Indução do estresse oxidativo nas células epiteliais do pigmento da retina humana
As células ARPE-19 e hRPE primária foram tratadas com concentrações variadas de H2O2 por 24 h e o nível intracelular da glutationa antioxidante foi quantificado(Figura 2A,B). H2O2 a 50 μM e 100 μM não afetaram a produção de glutationa, enquanto em 350 μM houve uma diminuição significativa da glutationa nas células ARPE-19 e hRPE primária. A análise da citotoxicidade mostrou que 350 μM é a menor concentração de H2O2 que causa uma diminuição significativa na viabilidade celular(Figura 2C). Morfologicamente, as células ARPE-19 tratadas com H2O2 aparecem menos difundidas e mais arredondadas, características que se tornam mais óbvias com o aumento da concentração de H2O2 (Figura 3). O efeito foi menos proeminente para as células transfetícias PEDF e GM-CSF tratadas com H2O2 (Figura 3). Para demonstrar o efeito do número celular no estresse oxidativo H2O2mediado, 5.000 e 10.000 células ARPE-19 por poço foram semeadas em uma placa branca de 96 poços; no dia seguinte, as células foram tratadas com 350 μM H2O2 por 24 h e os níveis de glutationa foram determinados. A Figura 4 mostra que o nível de glutationa foi diminuído apenas nos poços (n = 3) semeados com 5.000 células.

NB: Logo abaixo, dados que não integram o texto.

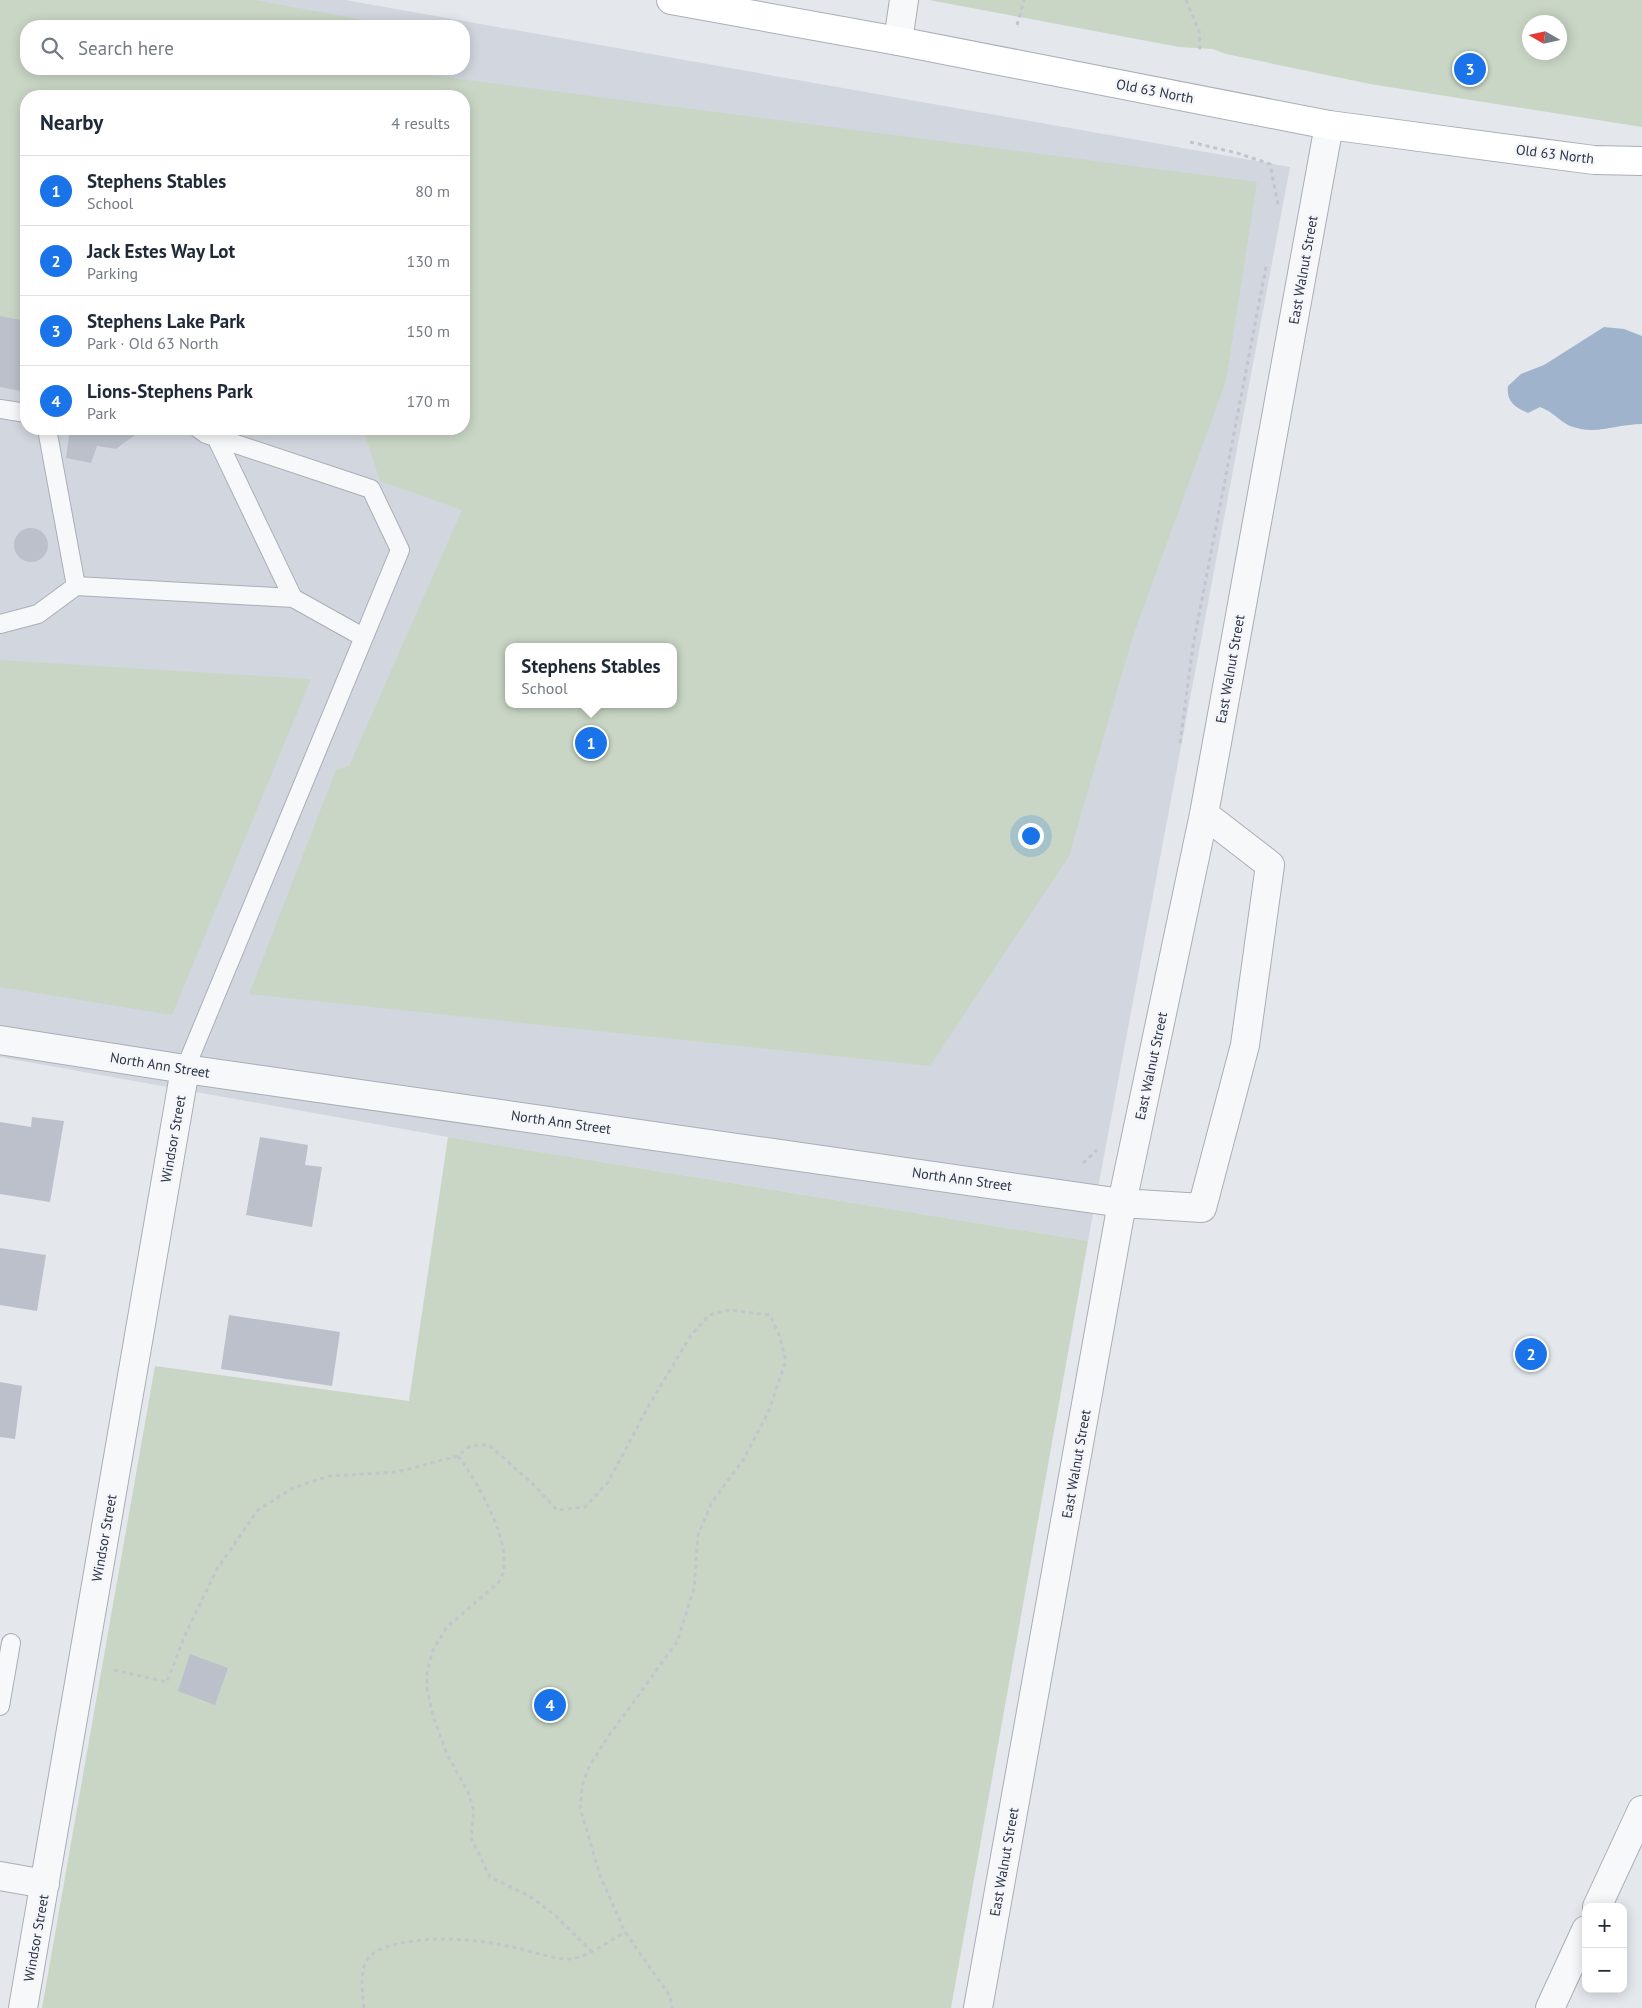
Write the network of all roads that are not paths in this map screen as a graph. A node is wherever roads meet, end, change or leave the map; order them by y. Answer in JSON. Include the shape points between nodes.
{"nodes":[{"id":1,"x":671,"y":0,"type":"edge"},
{"id":2,"x":904,"y":0,"type":"edge"},
{"id":3,"x":898,"y":40,"type":"junction"},
{"id":4,"x":1329,"y":124,"type":"junction"},
{"id":5,"x":1642,"y":161,"type":"edge"},
{"id":6,"x":0,"y":409,"type":"edge"},
{"id":7,"x":20,"y":412,"type":"edge"},
{"id":8,"x":49,"y":435,"type":"edge"},
{"id":9,"x":208,"y":435,"type":"edge"},
{"id":10,"x":216,"y":438,"type":"junction"},
{"id":11,"x":76,"y":586,"type":"junction"},
{"id":12,"x":293,"y":598,"type":"junction"},
{"id":13,"x":0,"y":624,"type":"edge"},
{"id":14,"x":363,"y":637,"type":"junction"},
{"id":15,"x":1204,"y":814,"type":"junction"},
{"id":16,"x":0,"y":1040,"type":"edge"},
{"id":17,"x":185,"y":1069,"type":"junction"},
{"id":18,"x":1122,"y":1203,"type":"junction"},
{"id":19,"x":11,"y":1643,"type":"dead end"},
{"id":20,"x":0,"y":1706,"type":"edge"},
{"id":21,"x":1642,"y":1810,"type":"edge"},
{"id":22,"x":0,"y":1876,"type":"edge"},
{"id":23,"x":45,"y":1884,"type":"junction"},
{"id":24,"x":1599,"y":1903,"type":"edge"},
{"id":25,"x":1582,"y":1939,"type":"edge"},
{"id":26,"x":23,"y":2008,"type":"edge"},
{"id":27,"x":978,"y":2008,"type":"edge"},
{"id":28,"x":1550,"y":2008,"type":"edge"}],
"edges":[{"from":1,"to":3,"type":"main road","name":"Old 63 North"},
{"from":2,"to":3,"type":"street"},
{"from":3,"to":4,"type":"main road","name":"Old 63 North"},
{"from":4,"to":5,"type":"main road","name":"Old 63 North","via":[[1594,160]]},
{"from":4,"to":15,"type":"street","name":"East Walnut Street"},
{"from":6,"to":7,"type":"lane"},
{"from":8,"to":11,"type":"lane"},
{"from":9,"to":10,"type":"lane"},
{"from":10,"to":12,"type":"lane"},
{"from":10,"to":14,"type":"lane","via":[[370,489],[400,550]]},
{"from":11,"to":12,"type":"lane"},
{"from":11,"to":13,"type":"lane","via":[[38,614]]},
{"from":12,"to":14,"type":"lane"},
{"from":14,"to":17,"type":"lane"},
{"from":15,"to":18,"type":"street","name":"East Walnut Street"},
{"from":15,"to":18,"type":"street","name":"North Ann Street","via":[[1270,866],[1245,1045],[1202,1208]]},
{"from":16,"to":17,"type":"street","name":"North Ann Street"},
{"from":17,"to":18,"type":"street","name":"North Ann Street"},
{"from":17,"to":23,"type":"street","name":"Windsor Street"},
{"from":18,"to":27,"type":"street","name":"East Walnut Street"},
{"from":19,"to":20,"type":"lane"},
{"from":21,"to":24,"type":"street"},
{"from":22,"to":23,"type":"street"},
{"from":23,"to":26,"type":"street","name":"Windsor Street"},
{"from":25,"to":28,"type":"street"}]}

Para experimentos para determinar o efeito de antioxidantes de ROS gerados por H2O2,é essencial considerar o número de células; para o protocolo específico apresentado neste relatório 3.000-5.000 células/poço (96-well plates) tratadas por 24 horas com 350 μM H2O2 são apropriadas para mostrar danos celulares significativos, mantendo a capacidade de recuperação imitando uma resposta sub-aguda a danos celulares induzidos pelo estresse oxidativo.

Figure 2
Figura 2: Nível de estresse oxidativo evidenciado como nível de glutationa e viabilidade celular, em células RPE humanas tratadas com células H2O2. (A) ARPE-19 expostas a várias concentrações de H2O2 apresentaram redução significativa dos níveis de glutationa (entre parênteses) a 350 μM (0,0m 66 μM), 500 μM (0,022 μM) e 700 μM (0,002 μM) em comparação com células H2O2-não tratadas (2,9 μM) (p < 0,0001 para 350, 500, e 700 μM H2O2). (B) As células RPE humanas primárias apresentaram níveis reduzidos de glutationa; no entanto, o efeito foi menos proeminente do que para ARPE-19, mas ainda estatisticamente significativo em comparação com os controles em 350, 500 e 700 μM H2O2. 350 μM foi a menor concentração H2O2 que produziu danos oxidativos significativos, como mostrado pela diminuição dos níveis de glutationa em comparação com as células de controle não tratadas (p = 0,0022). Os níveis de glutationa diminuíram com o aumento das concentrações de H2O2 (500 μM: p = 0,022; 700 μM: p = 0,0005). (C) A análise da citotoxicidade mostrou que 350 μM H2O2 foi a menor concentração que produziu uma diminuição significativa no percentual de células viáveis (p < 0,0001 para 350, 500 e 700 μM). Os dados são apresentados como média ± SD (n = 3 réplicas) e diferenças significativas são indicadas com (*); Os cálculos pós-hoc da ANOVA foram realizados utilizando-se o teste de multi-comparação de Tukey comparando C- com os grupos de tratamento H2O2. C-: H2O2 células não tratadas. Este número foi modificado a partir de Bascuas et al.37Clique aqui para ver uma versão maior desta figura.

Figure 3
Figura 3: Morfologia de células ARPE-19 não transfeinadas e não transfeinadas ou PEDF ou GM-CSF tratadas com H2O2. As células tratadas com concentrações crescentes de H2O2 mostram menos células nos poços de cultura e exibem uma morfologia mais arredondada e menos difundida, um sinal conhecido de estresse celular. Observe que para células transfeinadas PEDF ou GM-CSF, o estresse celular é menos proeminente e cresce semelhante às células de controle não tratadas. C-: células de controle não tratadas. Clique aqui para ver uma versão maior desta figura.

Figure 4
Figura 4: Influência do número celular no efeito do estresse oxidativo induzido por H2O2. 5.000 e 10.000 células ARPE-19/poço foram semeadas em placas de 96 poços. Após 24 h, as células foram tratadas com 350 μM H2O2 por 24 h. Diferenças significativas nos níveis de glutationa foram observadas nos poços semeados com 5.000 células (p = 0,031, t-teste), mas não nos poços semeados com 10.000 células. C-: células não tratadas. Clique aqui para ver uma versão maior desta figura.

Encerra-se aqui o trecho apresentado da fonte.